Readers who can count to three will probably sense that I am building toward the hypothesis that I believe.6 Recall that you don’t have to switch houses for the bank to win this bet, you only have to switch loans. You also lose if you pay for the points and then the rate significantly drops. What is significant? To revisit our nomenclature from the last article, your original bet was that you could pay 1% of the loan value to reduce the base monthly interest rate r by \Delta and that you would save money by doing that. Therefore, if the base rate drops below r-2\Delta at some point in the future, you have been offered the same bet, assuming that the refinance cost is 1% of for outstanding principal. This is approximately right (1.29% national average in 2020), but it varies widely by state and region.7

How likely are you to be offered the same bet? Over the period from 1971-present, there’s about a 77% chance–see Figure 1:

Figure 1. National average mortgage rate as a percentage (gray), years required to recoup 1 point at \delta=0.25\% (blue), years for rates to fall by 0.5\% (red). Data are from FRED8.
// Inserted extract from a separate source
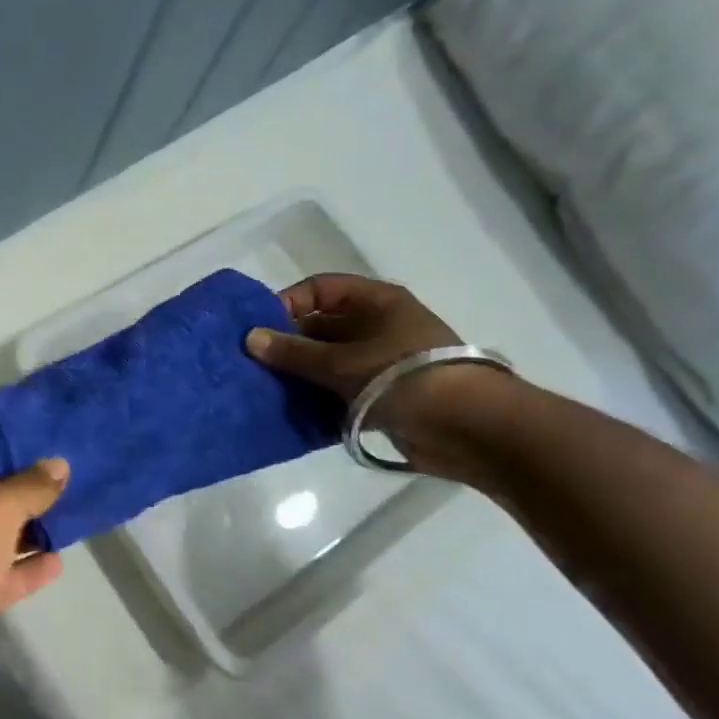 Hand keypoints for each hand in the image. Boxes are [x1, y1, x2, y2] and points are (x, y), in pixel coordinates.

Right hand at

The gray curve is showing the average 30-year mortgage rate in the US, over the period Apr1971-Oct2022. The blue curve is the number of years required to recoup one mortgage point that you bought at \delta=0.25\%. The red points are the number of years before the prevailing mortgage rate will offer you the same bet that you’ve already taken: \delta=0.25\% below the point you’ve paid for. Red is below blue 77% of the time in this dataset, which is why I say that you’ll be offered the same bet 77% of the time before you have paid off that mortgage point. This is even more in the bank’s favor since 1980, coming in at 90%.

This at least partially explains why a bank would to offer to reduce interest rates in exchange for an upfront payment. Based on recent history, it is overwhelmingly likely that you will either (a) make that payment and still be paying a higher rate than the prevailing rate, or (b) make another upfront payment to get that new lower rate. Will this continue? With rates rising of late, it doesn’t look likely for the minimum (2.65% in Jan2021) to be surpassed soon, but a 40-year run will probably keep banks offering this bet for quite a while.

Questions or comments are best directed to @GlyphStory.

Featured image: Plot from present work, weird dice from Craiyon (query: “dice, style of Beksiński”), manipulation by Aren in Mathematica.

  1. 2016 NAR Profile of Home Buyers and Sellers
  2. Redfin estimate of homeowner tenure
  3. Americans Moving at Historically Low Rates
  4. 2021 Census Data on Geographic Mobility
  5. This seems unlikely to me–I would expect homeowners to be less likely to move. I think that this assumption is conservative, in that it will tend to reduce the number of years between moves.
  6. Those readers are astute philosopher kings/queens, who probably also read all the footnotes, and deserve every good thing that happens to them.
  7. Industry report on closing costs.
  8. 30-Year Fixed Rate Mortgage Average in the United States, accessed 23-Oct-2022.